_Exercise requirements_: Determine the number of lines below that contain "Raya". Write nothing but that number.

Segment Start: Data shown

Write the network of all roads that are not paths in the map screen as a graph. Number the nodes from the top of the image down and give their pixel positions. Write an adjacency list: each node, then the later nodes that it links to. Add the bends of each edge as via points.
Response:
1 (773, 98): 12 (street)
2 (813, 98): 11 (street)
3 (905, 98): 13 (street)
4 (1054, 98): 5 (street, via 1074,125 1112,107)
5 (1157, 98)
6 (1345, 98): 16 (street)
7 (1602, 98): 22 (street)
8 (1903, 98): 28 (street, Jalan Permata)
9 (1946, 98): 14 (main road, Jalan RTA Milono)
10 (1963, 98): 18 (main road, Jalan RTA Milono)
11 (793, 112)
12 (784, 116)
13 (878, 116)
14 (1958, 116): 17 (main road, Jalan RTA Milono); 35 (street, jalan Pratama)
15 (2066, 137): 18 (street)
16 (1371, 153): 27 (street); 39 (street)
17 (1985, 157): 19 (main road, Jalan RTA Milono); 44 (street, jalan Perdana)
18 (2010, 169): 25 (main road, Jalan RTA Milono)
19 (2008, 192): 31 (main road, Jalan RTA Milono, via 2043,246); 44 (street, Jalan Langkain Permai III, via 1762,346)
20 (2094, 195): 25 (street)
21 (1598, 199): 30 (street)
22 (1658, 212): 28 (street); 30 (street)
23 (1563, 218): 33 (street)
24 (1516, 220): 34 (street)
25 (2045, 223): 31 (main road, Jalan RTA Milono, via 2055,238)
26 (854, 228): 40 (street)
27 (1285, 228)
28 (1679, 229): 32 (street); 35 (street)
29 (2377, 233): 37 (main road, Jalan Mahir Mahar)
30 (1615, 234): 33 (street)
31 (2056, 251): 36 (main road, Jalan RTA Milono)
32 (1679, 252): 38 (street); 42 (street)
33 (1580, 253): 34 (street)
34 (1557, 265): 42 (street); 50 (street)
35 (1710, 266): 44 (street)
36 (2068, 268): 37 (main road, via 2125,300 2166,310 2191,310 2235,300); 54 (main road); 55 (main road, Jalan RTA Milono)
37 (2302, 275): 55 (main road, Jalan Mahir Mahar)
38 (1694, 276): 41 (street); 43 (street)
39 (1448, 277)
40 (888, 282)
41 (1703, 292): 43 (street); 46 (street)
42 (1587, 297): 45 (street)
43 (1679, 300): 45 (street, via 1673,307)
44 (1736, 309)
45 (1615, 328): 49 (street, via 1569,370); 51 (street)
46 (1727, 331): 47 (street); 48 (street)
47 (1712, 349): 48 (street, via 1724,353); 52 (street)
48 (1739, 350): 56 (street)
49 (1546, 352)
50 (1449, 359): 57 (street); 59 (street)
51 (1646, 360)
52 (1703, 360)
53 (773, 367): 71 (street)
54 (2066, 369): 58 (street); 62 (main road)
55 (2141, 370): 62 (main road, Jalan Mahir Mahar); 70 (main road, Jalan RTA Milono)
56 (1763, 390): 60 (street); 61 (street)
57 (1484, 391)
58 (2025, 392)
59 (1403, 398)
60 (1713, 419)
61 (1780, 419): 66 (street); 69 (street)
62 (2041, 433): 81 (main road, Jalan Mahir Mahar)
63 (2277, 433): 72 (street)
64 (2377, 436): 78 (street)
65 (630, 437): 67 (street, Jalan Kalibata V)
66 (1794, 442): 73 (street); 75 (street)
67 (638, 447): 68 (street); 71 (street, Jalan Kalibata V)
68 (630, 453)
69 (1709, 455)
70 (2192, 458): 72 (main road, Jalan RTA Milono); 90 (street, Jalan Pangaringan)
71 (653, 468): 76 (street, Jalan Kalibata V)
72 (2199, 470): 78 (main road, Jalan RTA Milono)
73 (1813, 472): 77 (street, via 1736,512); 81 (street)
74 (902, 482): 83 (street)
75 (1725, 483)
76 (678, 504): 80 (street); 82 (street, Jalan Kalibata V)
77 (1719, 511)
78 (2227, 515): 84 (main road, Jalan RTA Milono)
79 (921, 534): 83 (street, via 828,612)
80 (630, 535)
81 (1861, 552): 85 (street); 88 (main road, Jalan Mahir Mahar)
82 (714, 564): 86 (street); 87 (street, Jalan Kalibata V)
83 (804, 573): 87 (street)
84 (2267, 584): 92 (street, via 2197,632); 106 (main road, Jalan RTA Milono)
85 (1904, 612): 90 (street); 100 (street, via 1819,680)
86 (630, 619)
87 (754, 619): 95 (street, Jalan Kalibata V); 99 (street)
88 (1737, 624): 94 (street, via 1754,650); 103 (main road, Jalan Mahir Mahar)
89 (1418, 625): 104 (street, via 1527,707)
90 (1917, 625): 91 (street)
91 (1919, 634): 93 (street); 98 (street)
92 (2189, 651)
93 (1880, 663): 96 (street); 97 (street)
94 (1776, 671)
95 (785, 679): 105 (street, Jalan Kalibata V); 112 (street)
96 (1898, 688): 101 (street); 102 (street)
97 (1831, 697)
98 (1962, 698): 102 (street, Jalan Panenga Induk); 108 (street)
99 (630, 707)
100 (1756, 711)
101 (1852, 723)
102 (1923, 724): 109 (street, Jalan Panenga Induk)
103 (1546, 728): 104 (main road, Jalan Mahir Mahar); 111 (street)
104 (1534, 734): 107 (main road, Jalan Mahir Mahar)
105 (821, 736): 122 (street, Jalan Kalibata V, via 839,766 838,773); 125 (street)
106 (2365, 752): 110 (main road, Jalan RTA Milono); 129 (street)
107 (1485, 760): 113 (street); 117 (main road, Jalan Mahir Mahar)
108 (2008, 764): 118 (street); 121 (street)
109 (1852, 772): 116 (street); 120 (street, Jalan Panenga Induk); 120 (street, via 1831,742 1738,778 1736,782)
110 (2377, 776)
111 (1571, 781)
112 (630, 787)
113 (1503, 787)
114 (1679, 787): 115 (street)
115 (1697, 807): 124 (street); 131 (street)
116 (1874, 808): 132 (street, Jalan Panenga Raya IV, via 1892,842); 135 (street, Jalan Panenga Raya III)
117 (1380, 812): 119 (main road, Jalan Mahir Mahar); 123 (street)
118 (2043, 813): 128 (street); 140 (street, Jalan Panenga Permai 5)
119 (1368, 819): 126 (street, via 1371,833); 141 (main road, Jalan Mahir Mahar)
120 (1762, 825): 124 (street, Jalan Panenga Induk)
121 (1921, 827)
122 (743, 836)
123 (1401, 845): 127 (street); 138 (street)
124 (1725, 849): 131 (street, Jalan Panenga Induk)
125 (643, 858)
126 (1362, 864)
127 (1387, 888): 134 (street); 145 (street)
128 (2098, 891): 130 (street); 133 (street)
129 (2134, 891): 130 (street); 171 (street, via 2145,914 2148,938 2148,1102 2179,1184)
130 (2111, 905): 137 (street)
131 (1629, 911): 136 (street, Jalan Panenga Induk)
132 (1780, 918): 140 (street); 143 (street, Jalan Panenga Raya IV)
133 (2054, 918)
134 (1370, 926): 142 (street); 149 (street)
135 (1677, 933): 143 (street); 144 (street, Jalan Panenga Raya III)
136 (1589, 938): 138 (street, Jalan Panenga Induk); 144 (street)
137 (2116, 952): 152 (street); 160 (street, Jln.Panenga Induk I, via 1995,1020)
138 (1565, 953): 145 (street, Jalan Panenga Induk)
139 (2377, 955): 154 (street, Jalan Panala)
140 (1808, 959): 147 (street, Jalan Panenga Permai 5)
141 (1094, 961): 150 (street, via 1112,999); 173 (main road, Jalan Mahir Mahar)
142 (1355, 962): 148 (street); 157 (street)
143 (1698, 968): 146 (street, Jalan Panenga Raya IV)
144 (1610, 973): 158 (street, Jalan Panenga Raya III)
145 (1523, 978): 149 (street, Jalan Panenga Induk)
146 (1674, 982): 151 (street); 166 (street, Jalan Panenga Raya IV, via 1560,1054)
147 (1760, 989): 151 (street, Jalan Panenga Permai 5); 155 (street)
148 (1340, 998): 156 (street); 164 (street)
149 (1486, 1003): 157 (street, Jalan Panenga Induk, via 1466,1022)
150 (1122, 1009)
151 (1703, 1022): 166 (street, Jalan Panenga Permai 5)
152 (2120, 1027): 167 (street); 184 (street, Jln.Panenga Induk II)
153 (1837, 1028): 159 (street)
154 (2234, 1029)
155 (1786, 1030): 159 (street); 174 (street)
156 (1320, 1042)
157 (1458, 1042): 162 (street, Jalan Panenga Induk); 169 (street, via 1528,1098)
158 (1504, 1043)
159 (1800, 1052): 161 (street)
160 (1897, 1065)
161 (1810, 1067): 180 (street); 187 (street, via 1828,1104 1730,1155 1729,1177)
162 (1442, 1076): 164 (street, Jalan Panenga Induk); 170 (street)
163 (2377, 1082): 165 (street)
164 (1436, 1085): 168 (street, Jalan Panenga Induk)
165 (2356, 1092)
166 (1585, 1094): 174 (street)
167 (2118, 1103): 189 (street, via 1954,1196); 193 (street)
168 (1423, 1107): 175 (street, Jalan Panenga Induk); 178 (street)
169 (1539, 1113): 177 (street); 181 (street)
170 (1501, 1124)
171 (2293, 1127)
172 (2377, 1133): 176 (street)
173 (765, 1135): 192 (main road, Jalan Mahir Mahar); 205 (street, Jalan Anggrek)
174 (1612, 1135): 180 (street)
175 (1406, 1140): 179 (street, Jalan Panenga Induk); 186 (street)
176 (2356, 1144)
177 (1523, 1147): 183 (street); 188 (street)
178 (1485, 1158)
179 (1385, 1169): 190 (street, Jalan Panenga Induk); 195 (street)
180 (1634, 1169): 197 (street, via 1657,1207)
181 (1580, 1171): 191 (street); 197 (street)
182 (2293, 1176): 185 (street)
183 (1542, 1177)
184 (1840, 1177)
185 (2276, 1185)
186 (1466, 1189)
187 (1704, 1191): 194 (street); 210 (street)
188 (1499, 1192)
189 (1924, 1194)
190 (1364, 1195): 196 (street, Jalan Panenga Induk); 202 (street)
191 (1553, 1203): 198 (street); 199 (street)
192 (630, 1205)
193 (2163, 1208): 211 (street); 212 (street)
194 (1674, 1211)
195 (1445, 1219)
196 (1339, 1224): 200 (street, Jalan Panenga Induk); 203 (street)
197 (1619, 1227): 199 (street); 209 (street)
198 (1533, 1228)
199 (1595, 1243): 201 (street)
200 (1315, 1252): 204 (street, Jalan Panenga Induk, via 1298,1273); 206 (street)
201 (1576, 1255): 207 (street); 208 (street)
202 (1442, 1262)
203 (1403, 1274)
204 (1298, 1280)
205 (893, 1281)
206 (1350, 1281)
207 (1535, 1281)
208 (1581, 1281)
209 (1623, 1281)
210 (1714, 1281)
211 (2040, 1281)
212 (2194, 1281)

Segment End: Data shown

_Result_: 6